- Listed entries:
%%

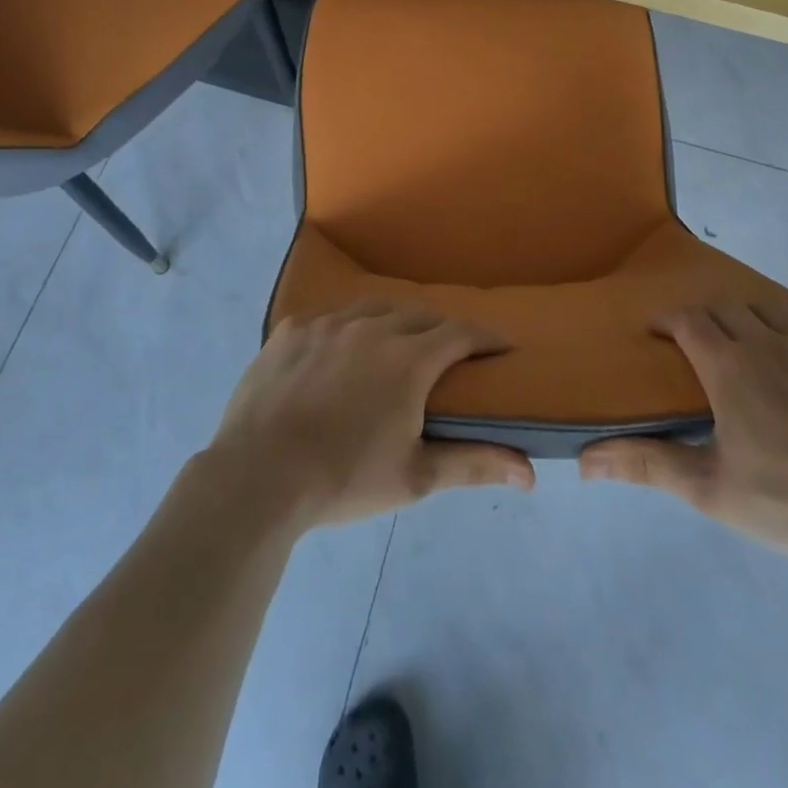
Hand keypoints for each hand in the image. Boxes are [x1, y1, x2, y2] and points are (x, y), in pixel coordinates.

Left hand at [204, 302, 535, 530]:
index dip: (485, 338)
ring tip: (394, 346)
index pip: (461, 333)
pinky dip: (345, 330)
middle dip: (441, 330)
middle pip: (420, 315)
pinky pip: (329, 318)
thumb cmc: (344, 478)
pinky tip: (338, 353)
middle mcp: (372, 327)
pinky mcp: (291, 330)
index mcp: (409, 358)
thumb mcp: (415, 477)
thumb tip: (530, 472)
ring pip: (373, 309)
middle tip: (446, 355)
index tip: (499, 349)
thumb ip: (474, 464)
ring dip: (393, 322)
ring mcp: (327, 323)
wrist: (257, 477)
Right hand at [579, 297, 787, 562]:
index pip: (687, 320)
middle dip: (700, 316)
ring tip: (736, 335)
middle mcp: (766, 342)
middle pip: (723, 307)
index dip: (666, 319)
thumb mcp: (708, 489)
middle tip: (690, 341)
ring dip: (743, 312)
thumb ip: (647, 465)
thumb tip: (586, 461)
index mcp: (729, 367)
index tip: (654, 331)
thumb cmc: (786, 501)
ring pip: (766, 306)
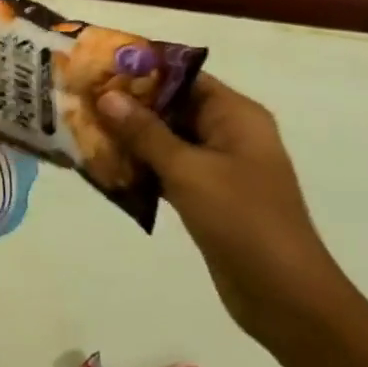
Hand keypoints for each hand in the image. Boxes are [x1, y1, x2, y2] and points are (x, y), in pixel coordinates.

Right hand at [97, 73, 353, 343]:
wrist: (287, 299)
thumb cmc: (243, 220)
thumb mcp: (189, 171)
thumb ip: (145, 132)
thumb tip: (106, 95)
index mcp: (235, 115)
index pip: (183, 75)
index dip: (141, 69)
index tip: (97, 67)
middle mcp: (228, 132)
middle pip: (171, 105)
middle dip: (128, 104)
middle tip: (81, 98)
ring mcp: (218, 166)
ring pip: (165, 138)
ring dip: (129, 136)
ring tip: (82, 127)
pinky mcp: (207, 195)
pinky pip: (166, 168)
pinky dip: (139, 166)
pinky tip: (102, 166)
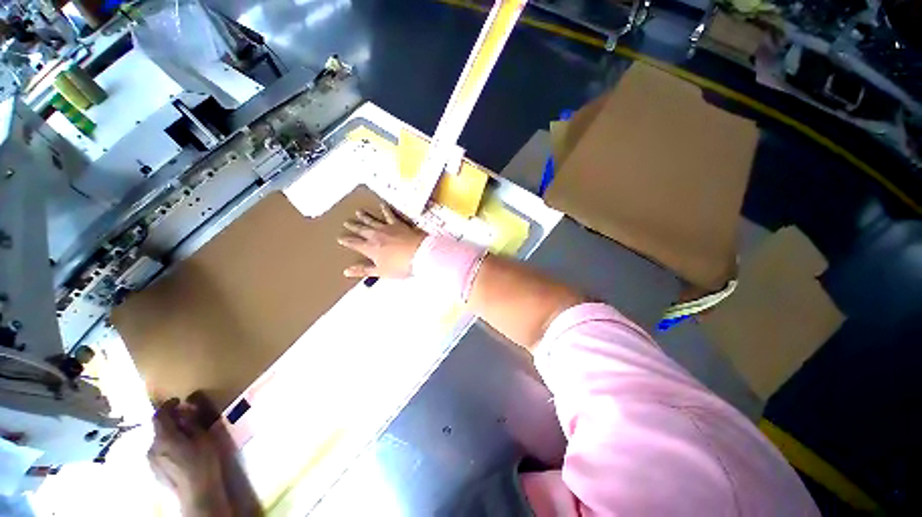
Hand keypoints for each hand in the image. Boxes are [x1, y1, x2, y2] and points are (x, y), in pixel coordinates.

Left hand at [148, 400, 227, 514]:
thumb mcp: (203, 438)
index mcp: (163, 437)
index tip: (178, 400)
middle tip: (186, 419)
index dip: (168, 405)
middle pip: (158, 429)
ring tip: (185, 436)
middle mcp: (152, 447)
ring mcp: (151, 461)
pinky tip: (180, 452)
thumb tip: (186, 408)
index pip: (159, 415)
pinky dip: (168, 446)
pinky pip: (159, 452)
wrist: (196, 494)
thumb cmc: (203, 462)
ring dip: (169, 434)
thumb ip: (192, 422)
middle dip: (171, 421)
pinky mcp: (154, 471)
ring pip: (158, 441)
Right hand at [338, 203, 425, 278]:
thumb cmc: (400, 266)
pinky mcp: (398, 224)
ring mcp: (387, 228)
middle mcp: (375, 236)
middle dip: (353, 226)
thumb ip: (364, 270)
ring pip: (372, 221)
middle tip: (346, 222)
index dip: (346, 241)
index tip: (340, 237)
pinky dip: (385, 209)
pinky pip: (390, 215)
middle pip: (362, 230)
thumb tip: (346, 271)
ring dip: (365, 216)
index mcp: (370, 248)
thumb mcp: (381, 272)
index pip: (354, 244)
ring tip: (358, 211)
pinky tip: (382, 204)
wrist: (419, 254)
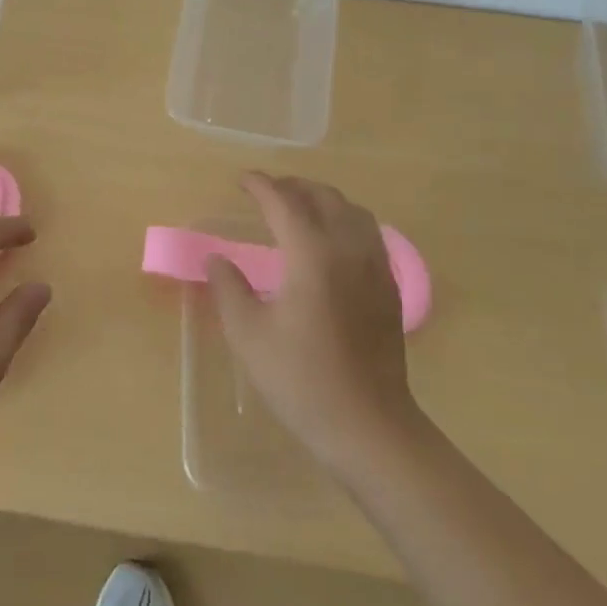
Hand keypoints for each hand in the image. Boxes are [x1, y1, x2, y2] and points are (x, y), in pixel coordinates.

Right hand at [208, 173, 422, 479]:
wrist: (368, 425)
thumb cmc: (301, 380)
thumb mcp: (249, 335)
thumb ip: (229, 289)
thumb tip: (216, 258)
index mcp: (312, 254)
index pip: (284, 202)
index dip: (261, 186)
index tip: (242, 180)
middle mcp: (348, 248)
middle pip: (323, 197)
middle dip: (293, 186)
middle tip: (267, 192)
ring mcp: (376, 267)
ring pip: (352, 211)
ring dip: (323, 200)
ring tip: (299, 209)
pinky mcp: (390, 287)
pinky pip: (369, 233)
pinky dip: (345, 221)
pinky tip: (331, 242)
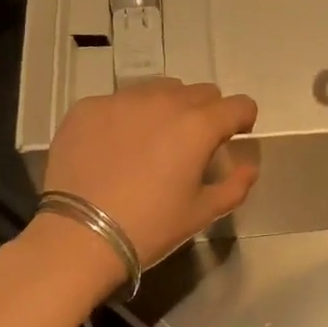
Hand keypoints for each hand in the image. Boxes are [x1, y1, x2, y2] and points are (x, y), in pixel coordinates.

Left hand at [38, 80, 258, 272]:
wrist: (77, 237)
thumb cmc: (148, 227)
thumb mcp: (201, 214)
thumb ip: (235, 185)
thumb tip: (249, 166)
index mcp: (198, 125)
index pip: (239, 105)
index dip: (243, 119)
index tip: (234, 136)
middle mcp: (165, 100)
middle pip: (201, 91)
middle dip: (205, 112)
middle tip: (191, 143)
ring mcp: (123, 99)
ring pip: (159, 89)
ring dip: (166, 108)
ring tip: (151, 140)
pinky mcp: (89, 106)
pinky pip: (119, 101)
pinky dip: (126, 117)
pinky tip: (113, 147)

%%

- Task instructions:
State how many lines of the entries include the word "wrist", giving that number by itself.

- Solution for this problem:
6